*What you should do:* Give the records below again, word for word. No pictures belong in the copy.

*Entries provided:*
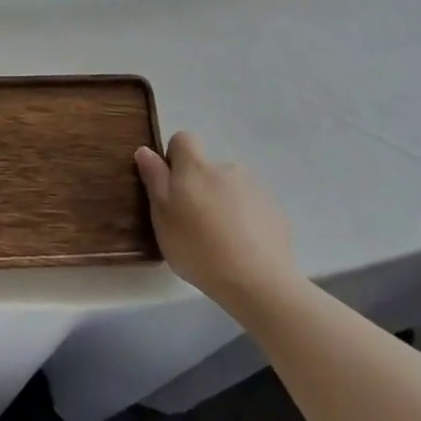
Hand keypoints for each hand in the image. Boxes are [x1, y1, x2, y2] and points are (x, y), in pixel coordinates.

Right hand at [135, 132, 298, 315]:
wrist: (257, 280)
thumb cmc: (198, 247)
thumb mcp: (162, 216)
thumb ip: (154, 179)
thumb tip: (145, 150)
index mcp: (196, 167)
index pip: (183, 139)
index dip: (174, 158)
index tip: (171, 187)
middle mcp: (227, 168)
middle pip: (207, 168)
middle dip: (199, 187)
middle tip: (193, 223)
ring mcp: (255, 188)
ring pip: (230, 188)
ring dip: (223, 203)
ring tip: (220, 240)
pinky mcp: (274, 210)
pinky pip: (252, 207)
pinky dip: (244, 220)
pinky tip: (242, 248)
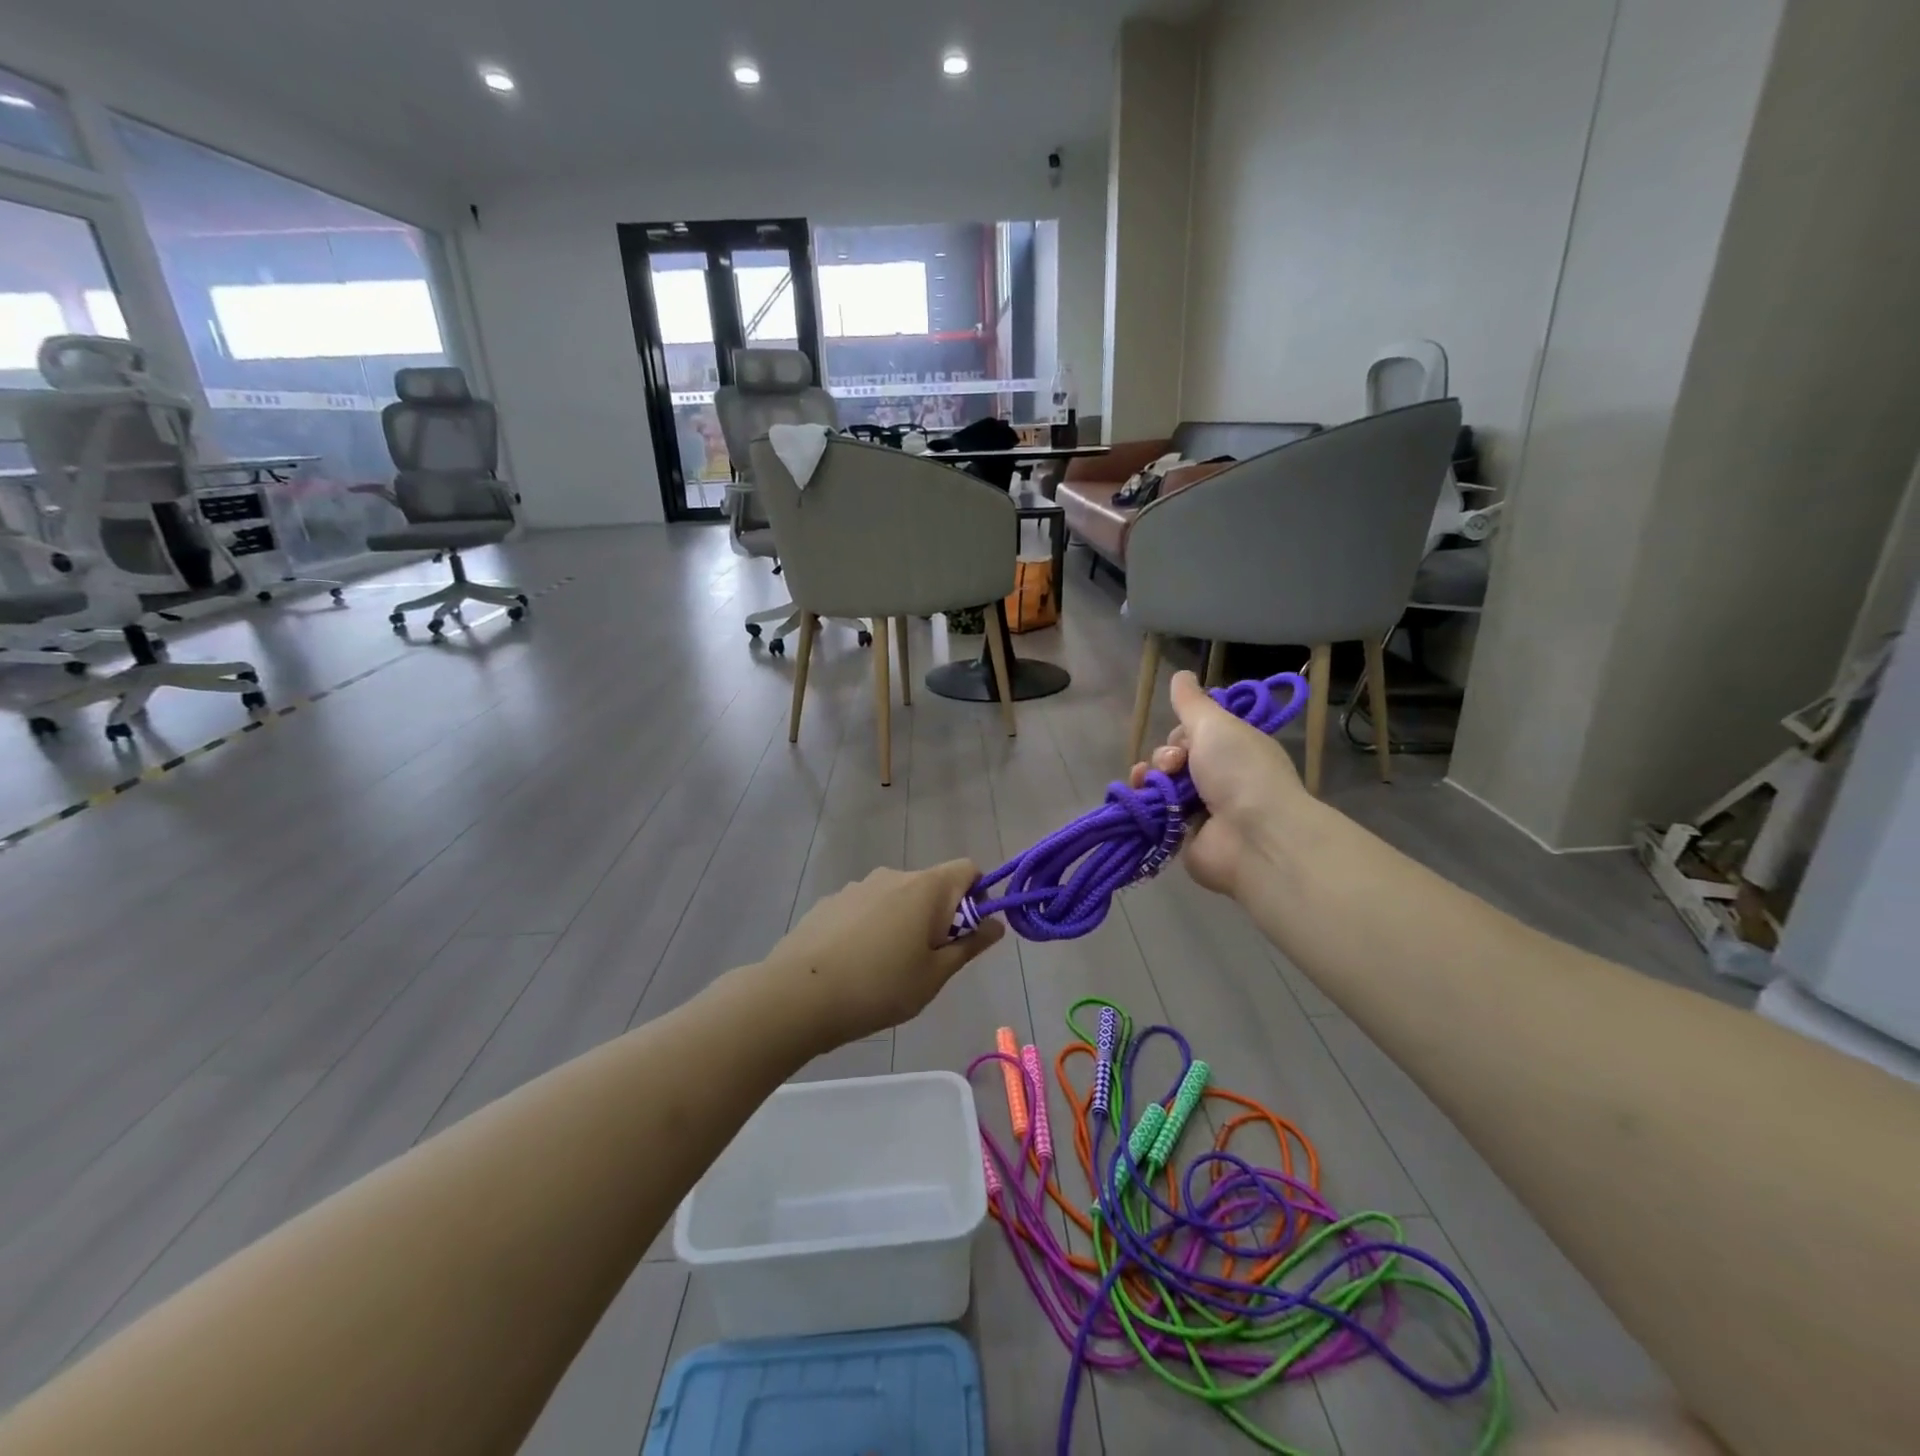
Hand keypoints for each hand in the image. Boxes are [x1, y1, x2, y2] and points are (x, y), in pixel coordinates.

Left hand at [763, 860, 1006, 1048]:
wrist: (797, 995)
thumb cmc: (879, 987)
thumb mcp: (935, 975)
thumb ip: (969, 946)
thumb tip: (996, 924)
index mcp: (926, 887)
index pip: (968, 869)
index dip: (977, 897)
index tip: (964, 935)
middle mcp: (893, 875)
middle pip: (932, 885)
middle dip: (939, 916)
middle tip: (927, 963)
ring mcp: (858, 886)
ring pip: (897, 898)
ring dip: (904, 922)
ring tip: (885, 969)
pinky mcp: (830, 901)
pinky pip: (867, 908)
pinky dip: (872, 927)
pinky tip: (854, 964)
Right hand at [1126, 670, 1307, 898]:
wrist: (1253, 836)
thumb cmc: (1239, 771)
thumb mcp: (1215, 724)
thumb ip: (1192, 701)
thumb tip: (1182, 674)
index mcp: (1234, 749)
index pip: (1195, 733)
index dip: (1182, 733)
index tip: (1185, 738)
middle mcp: (1219, 778)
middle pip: (1174, 758)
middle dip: (1165, 757)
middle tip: (1176, 765)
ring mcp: (1201, 809)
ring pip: (1161, 784)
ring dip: (1151, 777)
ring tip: (1156, 784)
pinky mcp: (1182, 835)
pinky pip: (1154, 812)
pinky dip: (1144, 804)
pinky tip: (1140, 798)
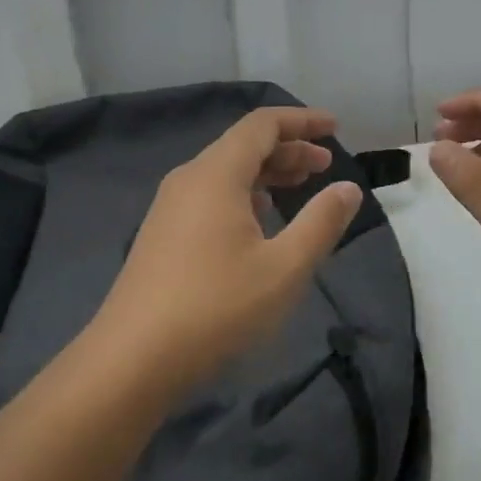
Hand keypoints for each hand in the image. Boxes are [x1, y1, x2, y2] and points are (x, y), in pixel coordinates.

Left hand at [96, 106, 363, 390]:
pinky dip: (244, 194)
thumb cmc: (216, 308)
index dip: (301, 121)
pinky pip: (210, 195)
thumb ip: (321, 222)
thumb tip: (348, 188)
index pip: (262, 124)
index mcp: (216, 174)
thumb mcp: (284, 268)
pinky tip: (260, 222)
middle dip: (288, 149)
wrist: (132, 360)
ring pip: (226, 171)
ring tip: (300, 188)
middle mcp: (189, 179)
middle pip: (243, 145)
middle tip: (326, 165)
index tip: (334, 127)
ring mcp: (170, 207)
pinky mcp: (162, 234)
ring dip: (266, 173)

*Written response:*
Hand keypoints for each hand in the image. Boxes are [x1, y1, x2, y2] and points are (x, y), in pixel coordinates.

Right hand at [135, 132, 298, 315]:
wrist: (257, 280)
thumb cmc: (198, 247)
thumb mcp: (162, 216)
thumb ip: (154, 179)
thumb tip: (145, 150)
index mcp: (196, 167)
index pip: (183, 139)
index dip: (174, 158)
index tip: (171, 187)
middle mcp: (227, 168)
middle pip: (207, 168)
middle dip: (199, 187)
middle tip: (193, 223)
ring mcp: (255, 188)
ring pip: (230, 188)
ring dip: (223, 203)
ring tip: (220, 240)
pinky mcp: (274, 210)
pinky pip: (252, 207)
pinky dip: (244, 220)
pinky tip: (242, 248)
Hand keypoints for each hand in the image. Boxes are [x1, y1, x2, y2] and points are (x, y), in pixel coordinates.

Left hand at [763, 860, 1006, 1048]:
wrist: (797, 995)
thumb cmc: (879, 987)
thumb mcp: (935, 975)
thumb ip: (969, 946)
thumb tip: (996, 924)
index mcp: (926, 887)
index pip: (968, 869)
index dip: (977, 897)
index tip: (964, 935)
middle mcp: (893, 875)
middle pip: (932, 885)
middle dip: (939, 916)
middle tip: (927, 963)
ring mcp: (858, 886)
ring pip: (897, 898)
ring dip: (904, 922)
ring tip: (885, 969)
pinky mcp: (830, 901)
pinky pip: (867, 908)
pinky dip: (872, 927)
pinky tip: (854, 964)
Right hand at [1126, 670, 1307, 898]:
wrist: (1253, 836)
thumb cmc: (1239, 771)
thumb mcp: (1215, 724)
thumb ip: (1192, 701)
thumb tip: (1182, 674)
index mcp: (1234, 749)
index pip: (1195, 733)
index dip: (1182, 733)
index tip: (1185, 738)
middle mcp: (1219, 778)
middle pip: (1174, 758)
middle dip: (1165, 757)
middle tip: (1176, 765)
ring mcp: (1201, 809)
ring pip: (1161, 784)
ring dip: (1151, 777)
ring tip: (1156, 784)
pinky mcp: (1182, 835)
pinky pip: (1154, 812)
pinky dip: (1144, 804)
pinky tip: (1140, 798)
Hand keypoints for each hand in the image. Boxes are [x1, y1, x2, y2] and points are (x, y), in pixel coordinates.

Left hand at [96, 106, 363, 390]:
pinky dip: (244, 194)
thumb cmc: (216, 308)
index dip: (301, 121)
pinky pip: (210, 195)
thumb ip: (321, 222)
thumb tip: (348, 188)
index pip: (262, 124)
index mcp: (216, 174)
thumb mcp: (284, 268)
pinky tip: (260, 222)
middle dip: (288, 149)
wrist: (132, 360)
ring pip: (226, 171)
ring tip: (300, 188)
middle mcp: (189, 179)
middle pip: (243, 145)
middle tip: (326, 165)
index tip: (334, 127)
ring mcp: (170, 207)
pinky mcp: (162, 234)
ring dip: (266, 173)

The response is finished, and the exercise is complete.